Solution to Infinite Corridor

by Jon Schneider

If you have not read the solution to Infinite Corridor Simulator, read that first.

The Infinite Corridor meta works identically to the Infinite Corridor Simulator puzzles, with one major caveat — we do not (unless we’ve worked very hard) have all the answers to all the puzzles.

Nonetheless, it is of course possible to solve this meta without all the answers, especially after we understand how to solve Infinite Corridor Simulator. The main challenge of this meta is figuring out how to extract the final answer while doing the minimal amount of additional work (and in particular, solving as few additional puzzles as possible).

Luckily, most of the subpuzzles can be uniquely solved with only ~2–3 well-chosen answers. We provide some guidance on how to do this below for each of the subpuzzle types:

• Unchained: Depending on your luck, you might already have the answer to this subpuzzle from Unchained puzzles you have already solved. A key realization is that the first, third, fifth, … instances of Unchained give you bigrams from the first word in the subpuzzle answer, and the second, fourth, sixth, … instances give you bigrams from the second word in the subpuzzle answer, so if you are missing a specific half of the answer you can target it specifically.

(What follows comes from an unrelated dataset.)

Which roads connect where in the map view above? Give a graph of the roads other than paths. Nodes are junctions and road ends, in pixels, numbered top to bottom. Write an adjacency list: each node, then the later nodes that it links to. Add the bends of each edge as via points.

The answer to this subpuzzle in the meta is FOURTH ONE.

• Cafe Five: With Cafe Five, it is possible to get any specific letter in the subpuzzle answer by solving three puzzles (to get the appropriate anagram and its two subparts). It is always possible to identify the ordinal uniquely from its third letter, and it is almost always possible to identify the digit from its third letter. Done naively this way, this requires 6–9 solves of Cafe Five.

However, in practice it is possible to do much better than this. Given just a long answer, we know that the corresponding letter must be contained inside this answer, and moreover that if we remove this letter from the answer, we should be able to anagram the resulting letters into two words. This often lets us identify a letter just from the long answer (especially with additional constraints on this letter coming from the set of possible ordinals and digits). Done this way, it is possible to solve this subpuzzle with ~2–4 solves of Cafe Five.

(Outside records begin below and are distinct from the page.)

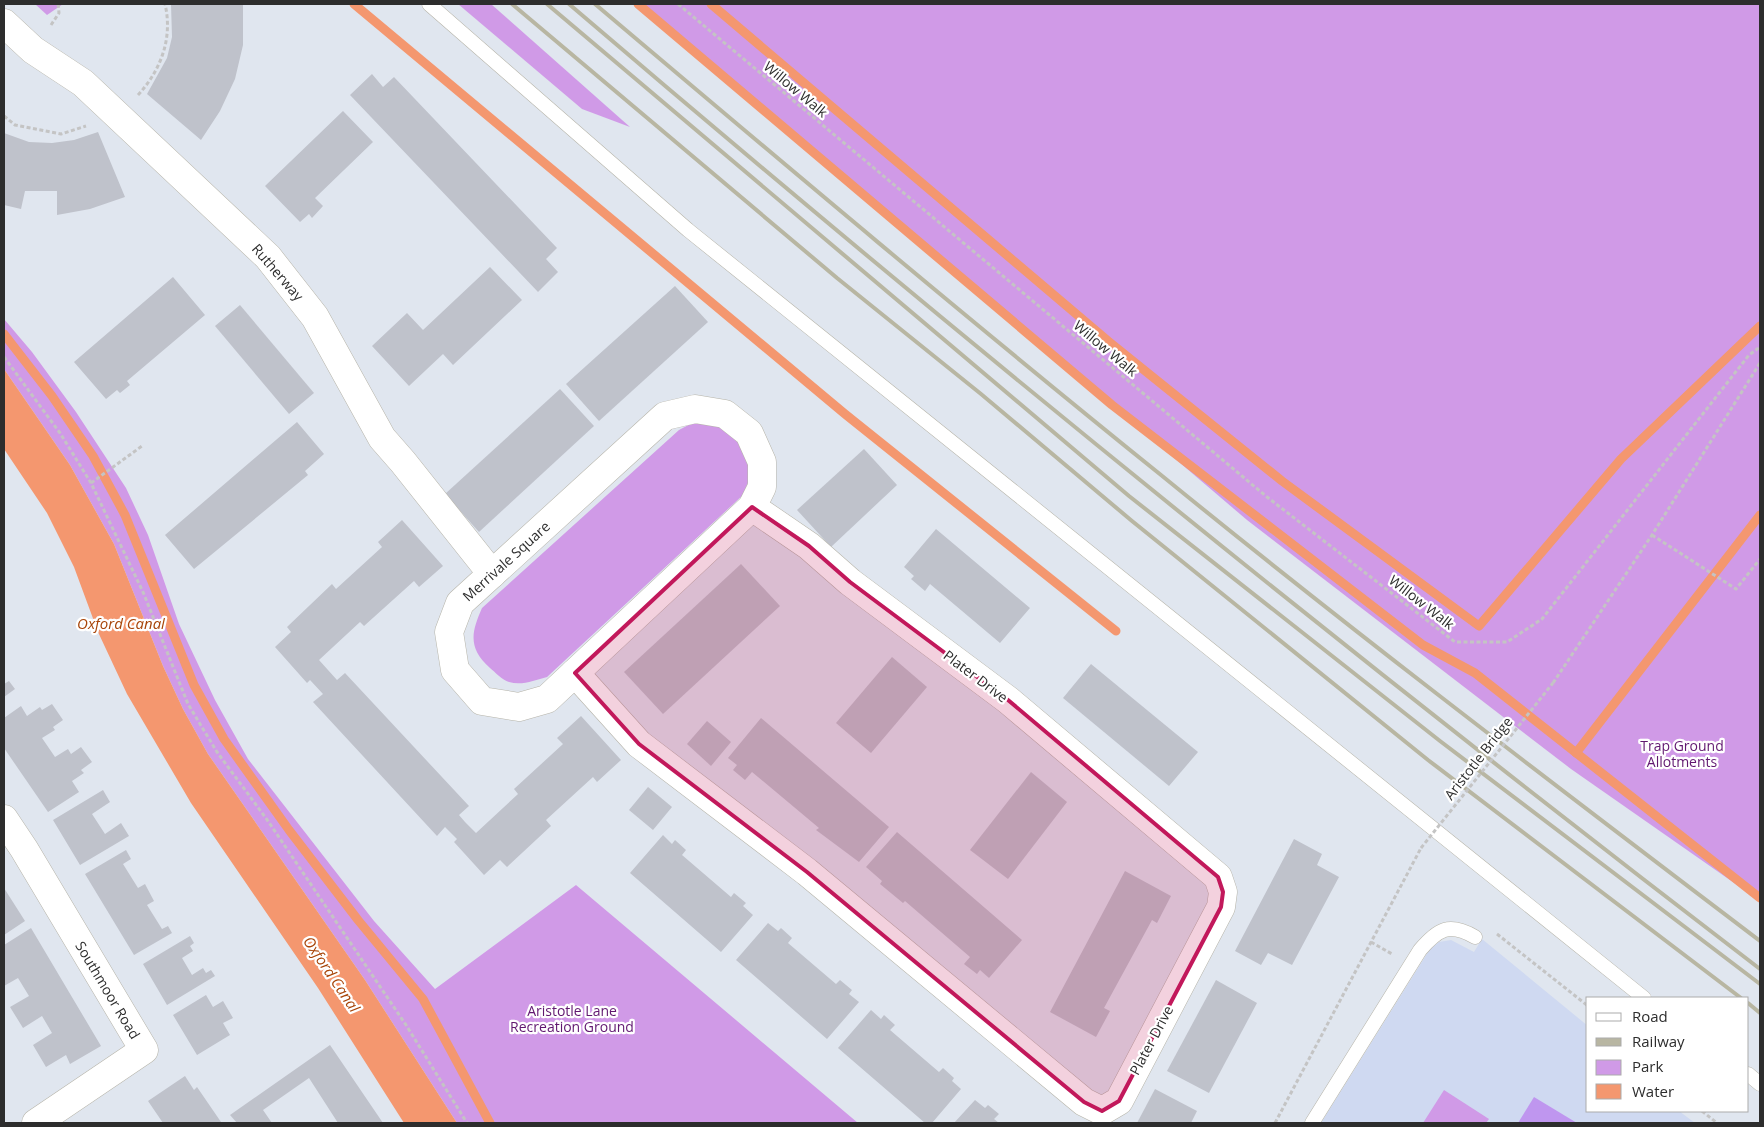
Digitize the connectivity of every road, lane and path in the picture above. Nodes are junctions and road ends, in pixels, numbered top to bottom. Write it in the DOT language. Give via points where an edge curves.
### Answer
graph roads {
  1 [pos="58,4"];
  2 [pos="165,4"];
  3 [pos="428,4"];
  4 [pos="678,4"];
  5 [pos="59,14"];
  6 [pos="4,23"];
  7 [pos="100,99"];
  8 [pos="4,116"];
  9 [pos="126,123"];
  10 [pos="1760,347"];
  11 [pos="4,357"];
  12 [pos="1760,363"];
  13 [pos="142,446"];
  14 [pos="91,483"];
  15 [pos="752,508"];
  16 [pos="1652,535"];
  17 [pos="1760,559"];
  18 [pos="492,574"];
  19 [pos="575,673"];
  20 [pos="4,819"];
  21 [pos="1475,937"];
  22 [pos="1643,997"];
  23 [pos="1586,1004"];
  24 [pos="1749,1075"];
  25 [pos="1760,1084"];
  26 [pos="1703,1112"];
  27 [pos="36,1123"];
  28 [pos="467,1123"];
  29 [pos="1275,1123"];
  30 [pos="1312,1123"];
  31 [pos="1717,1123"];
  1 -- 5 [label="path"];
  2 -- 9 [label="path" via="168,28 160,66 131,102 138,109"];
  3 -- 22 [label="lane" via="688,230"];
  4 -- 10 [label="path, Willow Walk" via="1267,497 1455,642 1507,642 1542,619 1749,355"];
  6 -- 7 [label="street, Rutherway" via="33,50 83,83"];
  7 -- 8 [label="path" via="88,111 96,118 90,124 62,134 15,125"];
  7 -- 9 [label="street, Rutherway"];
  9 -- 18 [label="street, Rutherway" via="268,257 316,317 382,438"];
  11 -- 14 [label="path" via="60,433"];
  12 -- 16 [label="path, Aristotle Bridge"];
  13 -- 14 [label="path"];
  14 -- 28 [label="path" via="143,592 188,704 217,752 268,821 406,1025"];
  15 -- 18 [label="street, Merrivale Square" via="762,487 762,462 749,433 725,414 695,409 665,416"];
  15 -- 19 [label="street, Merrivale Square"];
  15 -- 19 [label="street, Plater Drive" via="809,546 850,582 1008,700 1218,877 1223,892 1221,907 1119,1101 1102,1112 1084,1102 807,872 639,744"];
  16 -- 17 [label="path" via="1736,589"];
  16 -- 29 [label="path, Aristotle Bridge, bridge" via="1553,683 1422,848"];
  18 -- 19 [label="street, Merrivale Square" via="460,603 449,632 455,670 482,701 519,707 547,699"];
  20 -- 27 [label="street, Southmoor Road" via="144,1050"];
  21 -- 23 [label="path" via="1486,925"];
  21 -- 30 [label="lane" via="1465,931 1443,929 1430,938"];
  24 -- 25 [label="lane"];
  26 -- 31 [label="path"];
}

The answer to this subpuzzle in the meta is FIRST SEVEN.

• Library of Images: By looking up the locations of zeros in the digits of pi, we can get any specific letter of the subpuzzle answer by solving a single puzzle. By the same logic mentioned in the Cafe Five section, this lets us solve this subpuzzle with 2–3 solves of Library of Images.

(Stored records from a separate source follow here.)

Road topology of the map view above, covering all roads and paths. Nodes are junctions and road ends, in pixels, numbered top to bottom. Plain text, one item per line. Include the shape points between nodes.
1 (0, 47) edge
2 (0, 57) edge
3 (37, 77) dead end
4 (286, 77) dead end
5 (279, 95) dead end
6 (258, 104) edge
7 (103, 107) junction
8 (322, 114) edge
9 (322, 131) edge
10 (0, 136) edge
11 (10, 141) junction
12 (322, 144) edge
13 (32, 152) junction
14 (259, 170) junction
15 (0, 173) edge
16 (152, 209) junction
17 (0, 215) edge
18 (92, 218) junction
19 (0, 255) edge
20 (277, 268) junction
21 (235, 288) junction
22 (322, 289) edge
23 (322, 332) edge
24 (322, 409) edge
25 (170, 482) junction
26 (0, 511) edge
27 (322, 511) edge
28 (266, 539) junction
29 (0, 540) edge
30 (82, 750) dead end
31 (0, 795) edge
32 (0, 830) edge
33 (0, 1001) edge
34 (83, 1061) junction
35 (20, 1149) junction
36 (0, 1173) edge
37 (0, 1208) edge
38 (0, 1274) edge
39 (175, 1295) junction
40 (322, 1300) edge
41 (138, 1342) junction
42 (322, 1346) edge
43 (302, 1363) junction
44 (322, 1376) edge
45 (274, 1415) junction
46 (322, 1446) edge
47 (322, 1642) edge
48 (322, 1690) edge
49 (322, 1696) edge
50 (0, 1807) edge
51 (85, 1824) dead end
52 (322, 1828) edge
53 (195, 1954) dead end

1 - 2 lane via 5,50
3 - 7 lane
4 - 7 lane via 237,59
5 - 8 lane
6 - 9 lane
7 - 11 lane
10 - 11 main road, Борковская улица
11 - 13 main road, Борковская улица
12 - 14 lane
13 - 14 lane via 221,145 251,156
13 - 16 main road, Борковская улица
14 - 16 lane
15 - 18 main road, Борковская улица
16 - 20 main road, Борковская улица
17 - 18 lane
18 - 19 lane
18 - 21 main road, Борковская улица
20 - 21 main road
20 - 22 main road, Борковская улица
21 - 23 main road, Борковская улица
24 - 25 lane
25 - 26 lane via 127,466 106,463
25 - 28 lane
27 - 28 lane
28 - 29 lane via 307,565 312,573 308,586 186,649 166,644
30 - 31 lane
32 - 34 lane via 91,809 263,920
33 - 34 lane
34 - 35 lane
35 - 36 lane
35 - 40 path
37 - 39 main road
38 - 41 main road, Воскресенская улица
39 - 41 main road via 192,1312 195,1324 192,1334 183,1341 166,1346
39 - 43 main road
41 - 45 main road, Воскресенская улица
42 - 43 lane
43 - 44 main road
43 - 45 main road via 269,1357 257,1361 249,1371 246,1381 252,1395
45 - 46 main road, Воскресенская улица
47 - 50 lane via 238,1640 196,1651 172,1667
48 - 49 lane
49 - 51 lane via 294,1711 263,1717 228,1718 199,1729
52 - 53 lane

The answer to this subpuzzle in the meta is FIFTH EIGHT.

• Make Your Own Word Search: Each letter in this subpuzzle is comprised of 2–8 instructions, so drawing out enough full letters to read the answer requires many puzzle solves.

Of course, it is again possible to do much better than this. In particular, it is possible to mostly identify letters from looking at the instructions in a specific set of locations. One good method for doing this is to first figure out the sequence of instructions for each possible ordinal (FIRST, SECOND, …, FIFTH) and each possible digit (ONE, TWO, …, NINE, ZERO); this is possible by inspecting a couple different instances of Infinite Corridor Simulator puzzles. Once we have these sequences, we can look for a position where the instructions in this position are mostly distinct — for example, looking at the tenth instruction disambiguates between all of the ordinals except FIRST and FIFTH. It is possible to find pairs of positions which disambiguate between all the ordinals and all the digits (and in many cases, just one position is enough). This lets us solve this subpuzzle with 2–4 solves of Make Your Own Word Search.

The answer to this subpuzzle in the meta is THIRD SEVEN.

• Infinite Corridor Simulator: Again, solving this puzzle naively requires many solves in order to read enough starting letters to correctly deduce the deleted letters. Rather than doing this, it is usually better to ignore the starting letters and instead just search for “[ordinal] [digit]” strings appearing as subsequences of the concatenation of the first few answers. Doing this generally allows us to solve the subpuzzle with 5–8 solves of Infinite Corridor Simulator. It is possible to improve this a bit by skipping forward to (a guess of) where the [digit] string starts as soon as the ordinal is identified — this reduces the number of solves required down to 3–5, but has some chance of backfiring. This is perhaps the hardest puzzle to methodically solve with a small number of puzzle answers, but luckily Infinite Corridor Simulator puzzles are relatively straightforward to solve once the mechanics are understood.

The answer to this subpuzzle in the meta is SECOND THREE.

Some other useful tips for reducing the amount of work:

• Once you have four subpuzzle answers, you know what the ordinal is in the remaining subpuzzle answer (since all ordinals from FIRST through FIFTH must appear once).
• It is possible to use the fact that the final answer is always located at an Infinite Corridor Simulator in lieu of finding the last subpuzzle answer (this reduces 10 puzzles to check down to ~2). This is especially useful if you do not know how to solve one of the types of infinite puzzles. (With enough perseverance, this can also work if you are missing two subpuzzle answers, although it quickly becomes very tedious).

The subpuzzle answers indicate that the meta answer is the answer to Puzzle 73718, which indeed is an Infinite Corridor Simulator puzzle.

We can solve Puzzle 73718 as a typical Infinite Corridor Simulator puzzle — however, if we are astute, we might notice that the answers in Puzzle 73718 match up exactly with the answers we have solved in the Infinite Corridor Round. Indeed, Puzzle 73718 contains the answers to every puzzle in the Infinite Corridor, and skipping ahead to Puzzle 73718 (within Puzzle 73718) we can read off the final answer, HIRE A CONTRACTOR.